The Late Edward Abbey - Beloved Desert Anarchist
A few quotes from a legendary man for you to enjoy.
Nobody will get shot for disagreeing with anything he says.
Society is like a stew. If you don't keep it stirred up, you get a lot of scum on top.
Freedom begins between the ears.
A patriot must always be ready to defend his country against his government.
The purpose and function of government is not to preside over change but to prevent change. By political methods when unavoidable, by violence when convenient.
The true, unacknowledged purpose of capital punishment is to inspire fear and awe - fear and awe of the State.
Hierarchical institutions are like giant bulldozers - obedient to the whim of any fool who takes the controls.
Anarchism is not a romantic fable but the hardheaded realization, based on five thousand years of experience, that we cannot entrust the management of our lives to kings, priests, politicians, generals, and county commissioners.
The distrust of wit is the beginning of tyranny.
Recorded history is largely an account of the crimes and disasters committed by banal little men at the levers of imperial machines.
War? The one war I'd be happy to join is the war against officers.
In a nation of sheep, one brave man forms a majority.
No tyranny is so irksome as petty tyranny: the officious demands of policemen, government clerks, and electromechanical gadgets.
Liberty cannot be guaranteed by law. Nor by anything else except the resolution of free citizens to defend their liberties.
Nothing can excel a few days in jail to give a young man or woman a quick education in the basis of industrial society.
God is love? Not bloody likely.
Filling out the form: Race? Human. Religion? Paiute. Occupation? Criminal anarchy. Hobbies? Survival with honor.
The sense of justice springs from self-respect; both are coeval with our birth. Children are born with an innate sense of justice; it usually takes 12 years of public schooling and 4 more years of college to beat it out of them.

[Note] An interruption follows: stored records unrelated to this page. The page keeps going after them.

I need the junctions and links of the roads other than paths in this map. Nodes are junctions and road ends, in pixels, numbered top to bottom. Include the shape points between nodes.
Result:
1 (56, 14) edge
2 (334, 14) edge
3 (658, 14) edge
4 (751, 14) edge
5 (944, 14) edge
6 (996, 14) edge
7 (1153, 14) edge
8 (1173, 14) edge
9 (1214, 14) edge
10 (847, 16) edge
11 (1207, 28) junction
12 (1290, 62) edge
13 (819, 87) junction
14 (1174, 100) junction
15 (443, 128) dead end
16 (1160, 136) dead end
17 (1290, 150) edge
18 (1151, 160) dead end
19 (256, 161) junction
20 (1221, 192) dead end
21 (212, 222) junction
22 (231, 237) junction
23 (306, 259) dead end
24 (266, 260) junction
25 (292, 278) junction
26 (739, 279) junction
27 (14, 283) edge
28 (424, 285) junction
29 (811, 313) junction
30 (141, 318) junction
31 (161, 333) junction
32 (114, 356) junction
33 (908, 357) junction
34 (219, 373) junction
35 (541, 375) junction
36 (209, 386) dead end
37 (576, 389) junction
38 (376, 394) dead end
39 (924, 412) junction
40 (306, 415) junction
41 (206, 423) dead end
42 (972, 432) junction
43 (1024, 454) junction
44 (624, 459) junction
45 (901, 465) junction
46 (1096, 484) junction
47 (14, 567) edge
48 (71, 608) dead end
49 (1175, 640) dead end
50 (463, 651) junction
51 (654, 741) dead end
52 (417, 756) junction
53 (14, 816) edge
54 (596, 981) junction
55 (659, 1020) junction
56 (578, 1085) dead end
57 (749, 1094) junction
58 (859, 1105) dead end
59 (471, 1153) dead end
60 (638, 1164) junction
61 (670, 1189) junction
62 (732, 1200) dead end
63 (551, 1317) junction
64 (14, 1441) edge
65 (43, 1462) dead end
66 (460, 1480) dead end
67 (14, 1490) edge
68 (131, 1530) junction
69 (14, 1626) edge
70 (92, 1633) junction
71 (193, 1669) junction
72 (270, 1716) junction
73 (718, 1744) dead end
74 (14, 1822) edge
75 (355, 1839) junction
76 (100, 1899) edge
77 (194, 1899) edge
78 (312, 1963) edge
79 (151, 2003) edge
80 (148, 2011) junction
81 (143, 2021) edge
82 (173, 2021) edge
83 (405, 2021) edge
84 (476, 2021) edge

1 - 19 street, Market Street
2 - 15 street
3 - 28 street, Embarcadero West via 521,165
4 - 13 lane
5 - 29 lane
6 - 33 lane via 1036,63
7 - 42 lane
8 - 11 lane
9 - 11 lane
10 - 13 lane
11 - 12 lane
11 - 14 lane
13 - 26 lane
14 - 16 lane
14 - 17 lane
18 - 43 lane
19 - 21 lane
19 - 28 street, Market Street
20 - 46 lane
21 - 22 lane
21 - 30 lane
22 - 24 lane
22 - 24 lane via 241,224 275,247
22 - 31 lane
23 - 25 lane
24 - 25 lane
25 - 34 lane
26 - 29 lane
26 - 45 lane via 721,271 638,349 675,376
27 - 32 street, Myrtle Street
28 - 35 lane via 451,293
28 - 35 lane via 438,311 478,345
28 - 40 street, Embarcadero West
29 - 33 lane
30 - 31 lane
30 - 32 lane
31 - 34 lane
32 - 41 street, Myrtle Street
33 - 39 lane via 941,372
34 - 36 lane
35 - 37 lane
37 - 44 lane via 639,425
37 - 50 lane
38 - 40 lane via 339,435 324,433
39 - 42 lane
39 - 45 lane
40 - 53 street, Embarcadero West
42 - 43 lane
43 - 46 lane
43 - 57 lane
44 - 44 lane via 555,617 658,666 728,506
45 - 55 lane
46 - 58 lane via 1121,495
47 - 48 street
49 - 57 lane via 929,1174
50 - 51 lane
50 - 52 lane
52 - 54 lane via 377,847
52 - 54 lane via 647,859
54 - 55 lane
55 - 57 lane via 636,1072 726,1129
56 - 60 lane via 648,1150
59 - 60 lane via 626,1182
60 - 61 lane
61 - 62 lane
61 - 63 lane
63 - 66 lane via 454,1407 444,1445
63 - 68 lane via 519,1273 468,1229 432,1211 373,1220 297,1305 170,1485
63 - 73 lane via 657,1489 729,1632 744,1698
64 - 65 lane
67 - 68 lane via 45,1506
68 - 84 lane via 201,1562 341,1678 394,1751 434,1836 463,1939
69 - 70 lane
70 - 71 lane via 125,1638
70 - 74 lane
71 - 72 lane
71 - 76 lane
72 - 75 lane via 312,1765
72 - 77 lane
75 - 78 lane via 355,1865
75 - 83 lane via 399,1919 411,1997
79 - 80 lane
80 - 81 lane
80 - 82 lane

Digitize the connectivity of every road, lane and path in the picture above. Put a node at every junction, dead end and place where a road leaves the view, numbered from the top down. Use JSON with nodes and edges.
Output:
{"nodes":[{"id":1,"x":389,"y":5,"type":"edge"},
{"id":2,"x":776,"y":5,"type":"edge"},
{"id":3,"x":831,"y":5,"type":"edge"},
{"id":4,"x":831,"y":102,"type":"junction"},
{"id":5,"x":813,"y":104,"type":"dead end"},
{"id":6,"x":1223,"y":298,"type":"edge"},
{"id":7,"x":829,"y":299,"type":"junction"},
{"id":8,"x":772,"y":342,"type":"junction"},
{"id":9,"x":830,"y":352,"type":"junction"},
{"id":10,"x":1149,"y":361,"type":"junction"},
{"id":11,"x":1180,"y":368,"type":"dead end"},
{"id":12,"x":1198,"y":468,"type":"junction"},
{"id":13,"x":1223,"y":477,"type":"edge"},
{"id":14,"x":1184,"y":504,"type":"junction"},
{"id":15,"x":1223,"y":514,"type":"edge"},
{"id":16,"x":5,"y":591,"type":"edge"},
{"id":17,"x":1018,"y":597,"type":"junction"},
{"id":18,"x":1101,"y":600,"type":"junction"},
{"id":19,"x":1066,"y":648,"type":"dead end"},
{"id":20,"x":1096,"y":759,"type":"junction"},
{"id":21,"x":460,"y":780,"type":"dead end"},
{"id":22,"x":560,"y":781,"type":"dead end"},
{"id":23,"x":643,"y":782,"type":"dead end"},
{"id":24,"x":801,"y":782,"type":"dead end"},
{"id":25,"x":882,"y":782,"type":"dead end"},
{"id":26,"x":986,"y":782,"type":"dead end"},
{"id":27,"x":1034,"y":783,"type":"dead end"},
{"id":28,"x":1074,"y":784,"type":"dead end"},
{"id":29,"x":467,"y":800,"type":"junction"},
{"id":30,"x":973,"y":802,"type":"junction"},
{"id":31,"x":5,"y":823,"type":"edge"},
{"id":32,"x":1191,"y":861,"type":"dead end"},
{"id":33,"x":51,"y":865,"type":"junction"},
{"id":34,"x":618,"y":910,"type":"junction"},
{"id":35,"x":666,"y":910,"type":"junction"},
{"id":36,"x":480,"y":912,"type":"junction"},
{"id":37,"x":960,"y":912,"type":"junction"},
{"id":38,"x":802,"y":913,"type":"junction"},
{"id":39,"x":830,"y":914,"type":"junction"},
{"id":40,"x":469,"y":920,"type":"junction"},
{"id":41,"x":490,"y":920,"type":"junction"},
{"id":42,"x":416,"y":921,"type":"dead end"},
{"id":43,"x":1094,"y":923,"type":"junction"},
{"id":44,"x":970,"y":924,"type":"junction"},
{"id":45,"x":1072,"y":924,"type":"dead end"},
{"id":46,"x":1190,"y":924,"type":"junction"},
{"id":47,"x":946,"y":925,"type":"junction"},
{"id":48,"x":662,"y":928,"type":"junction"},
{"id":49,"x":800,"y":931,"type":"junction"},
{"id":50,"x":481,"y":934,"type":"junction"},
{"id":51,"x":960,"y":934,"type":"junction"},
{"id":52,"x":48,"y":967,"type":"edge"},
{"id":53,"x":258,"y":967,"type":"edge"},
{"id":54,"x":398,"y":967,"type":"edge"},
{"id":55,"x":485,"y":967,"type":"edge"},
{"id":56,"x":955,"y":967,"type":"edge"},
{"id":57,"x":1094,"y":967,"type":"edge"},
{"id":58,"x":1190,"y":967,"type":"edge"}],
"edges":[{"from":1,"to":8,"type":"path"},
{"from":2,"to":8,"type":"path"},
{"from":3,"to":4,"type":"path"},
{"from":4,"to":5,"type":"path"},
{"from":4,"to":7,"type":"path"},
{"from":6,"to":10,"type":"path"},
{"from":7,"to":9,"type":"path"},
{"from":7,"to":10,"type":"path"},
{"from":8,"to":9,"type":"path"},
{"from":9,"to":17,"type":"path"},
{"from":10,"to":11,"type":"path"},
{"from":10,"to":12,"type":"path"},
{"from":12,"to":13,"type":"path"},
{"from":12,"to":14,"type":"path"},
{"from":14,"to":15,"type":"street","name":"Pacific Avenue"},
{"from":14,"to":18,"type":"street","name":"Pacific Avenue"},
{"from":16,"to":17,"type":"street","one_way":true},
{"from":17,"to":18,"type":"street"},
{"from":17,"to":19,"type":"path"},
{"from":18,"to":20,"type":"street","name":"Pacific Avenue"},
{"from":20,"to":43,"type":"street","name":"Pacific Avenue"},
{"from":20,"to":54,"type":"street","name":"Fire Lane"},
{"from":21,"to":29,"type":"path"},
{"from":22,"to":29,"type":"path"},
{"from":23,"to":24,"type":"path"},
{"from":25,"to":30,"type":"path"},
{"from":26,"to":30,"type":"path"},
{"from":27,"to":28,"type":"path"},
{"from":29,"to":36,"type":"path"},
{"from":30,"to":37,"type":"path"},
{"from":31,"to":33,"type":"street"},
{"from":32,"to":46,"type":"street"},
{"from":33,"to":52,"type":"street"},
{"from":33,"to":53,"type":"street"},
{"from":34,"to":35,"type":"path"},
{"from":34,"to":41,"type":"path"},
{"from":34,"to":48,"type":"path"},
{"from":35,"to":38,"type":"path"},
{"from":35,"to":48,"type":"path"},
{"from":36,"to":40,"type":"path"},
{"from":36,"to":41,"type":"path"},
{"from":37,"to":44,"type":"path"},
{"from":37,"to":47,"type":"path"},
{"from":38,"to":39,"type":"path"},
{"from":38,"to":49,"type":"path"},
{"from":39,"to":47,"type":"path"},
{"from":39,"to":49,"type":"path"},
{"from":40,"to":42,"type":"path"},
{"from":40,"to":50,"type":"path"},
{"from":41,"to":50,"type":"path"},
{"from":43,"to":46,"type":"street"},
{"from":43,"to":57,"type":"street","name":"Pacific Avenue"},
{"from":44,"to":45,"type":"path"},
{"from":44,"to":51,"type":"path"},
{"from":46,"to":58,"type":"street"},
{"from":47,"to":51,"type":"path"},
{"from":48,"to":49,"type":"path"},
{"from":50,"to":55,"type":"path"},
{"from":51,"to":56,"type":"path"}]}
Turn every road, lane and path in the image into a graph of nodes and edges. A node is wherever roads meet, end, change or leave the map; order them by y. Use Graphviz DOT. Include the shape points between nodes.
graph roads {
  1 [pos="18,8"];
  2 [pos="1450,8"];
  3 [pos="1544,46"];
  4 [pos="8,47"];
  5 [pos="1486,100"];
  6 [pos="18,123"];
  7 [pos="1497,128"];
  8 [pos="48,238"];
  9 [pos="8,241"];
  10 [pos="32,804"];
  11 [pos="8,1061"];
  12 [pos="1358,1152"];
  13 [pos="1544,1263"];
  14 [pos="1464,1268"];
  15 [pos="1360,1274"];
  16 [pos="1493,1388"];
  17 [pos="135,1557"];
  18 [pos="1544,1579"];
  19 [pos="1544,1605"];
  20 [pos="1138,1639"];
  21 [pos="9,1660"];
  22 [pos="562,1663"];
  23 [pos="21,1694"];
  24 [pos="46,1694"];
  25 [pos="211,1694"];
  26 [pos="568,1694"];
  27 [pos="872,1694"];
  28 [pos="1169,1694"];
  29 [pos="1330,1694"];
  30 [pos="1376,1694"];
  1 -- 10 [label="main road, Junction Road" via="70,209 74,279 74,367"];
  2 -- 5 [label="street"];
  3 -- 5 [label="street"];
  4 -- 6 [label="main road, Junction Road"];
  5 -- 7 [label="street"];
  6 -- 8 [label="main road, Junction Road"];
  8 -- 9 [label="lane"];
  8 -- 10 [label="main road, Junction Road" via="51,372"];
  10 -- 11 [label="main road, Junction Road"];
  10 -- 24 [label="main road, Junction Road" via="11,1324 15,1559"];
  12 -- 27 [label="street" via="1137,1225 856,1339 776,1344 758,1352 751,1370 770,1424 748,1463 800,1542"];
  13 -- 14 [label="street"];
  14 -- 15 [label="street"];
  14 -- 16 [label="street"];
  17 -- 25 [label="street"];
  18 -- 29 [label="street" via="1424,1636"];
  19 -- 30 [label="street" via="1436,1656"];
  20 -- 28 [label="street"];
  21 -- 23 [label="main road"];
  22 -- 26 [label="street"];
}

Whenever I read Time or Newsweek or such magazines, I wash my hands afterward. But how to wash off the small but odious stain such reading leaves on the mind?
The more corrupt a society, the more numerous its laws.
Defiance is beautiful. The defiance of power, especially great or overwhelming power, exhalts and glorifies the rebel.
How to Overthrow the System: brew your own beer; kick in your Tee Vee; build your own cabin and piss off the front porch whenever you bloody well feel like it.
One can imagine a sane, healthy, cheerful human society based on no more than the principles of common sense, as validated each day by work, play, and living experience. But this remains the most utopian and fantastic of ideals.
Humankind will not be free until the last Kremlin commissar is strangled with the entrails of the last Pentagon chief of staff.
J. Edgar Hoover, J. Bracken Lee, J. Parnell Thomas, J. Paul Getty - you can always tell a shithead by that initial initial.
Might does not make right but it sure makes what is.
Government should be weak, amaturish and ridiculous. At present it fulfills only a third of the role.
Terrorism: deadly violence against humans and other living things, usually conducted by government against its own people.
There never was a good war or a bad revolution.
The rebel is doomed to a violent death. The rest of us can look forward to sedated expiration in a coma inside an oxygen tent, with tubes inserted in every bodily orifice.
I am an enemy of the State. But isn't everyone?
Our "neo-conservatives" are neither new nor conservative, but old as Babylon and evil as Hell.
As war and government prove, insanity is the most contagious of diseases.
In social affairs I'm an optimist. I really do believe that our military-industrial civilization will soon collapse.
All revolutions have failed? Perhaps. But rebellion for good cause is self-justifying - a good in itself. Rebellion transforms slaves into human beings, if only for an hour.
The tragedy of modern war is not so much that young men die but that they die fighting each other - instead of their real enemies back home in the capitals.
Anarchism is founded on the observation that since few men are wise enough to rule themselves, even fewer are wise enough to rule others.
All power rests on hierarchy: an army is nothing but a well-organized lynch mob.
There has got to be a God; the world could not have become so fucked up by chance alone.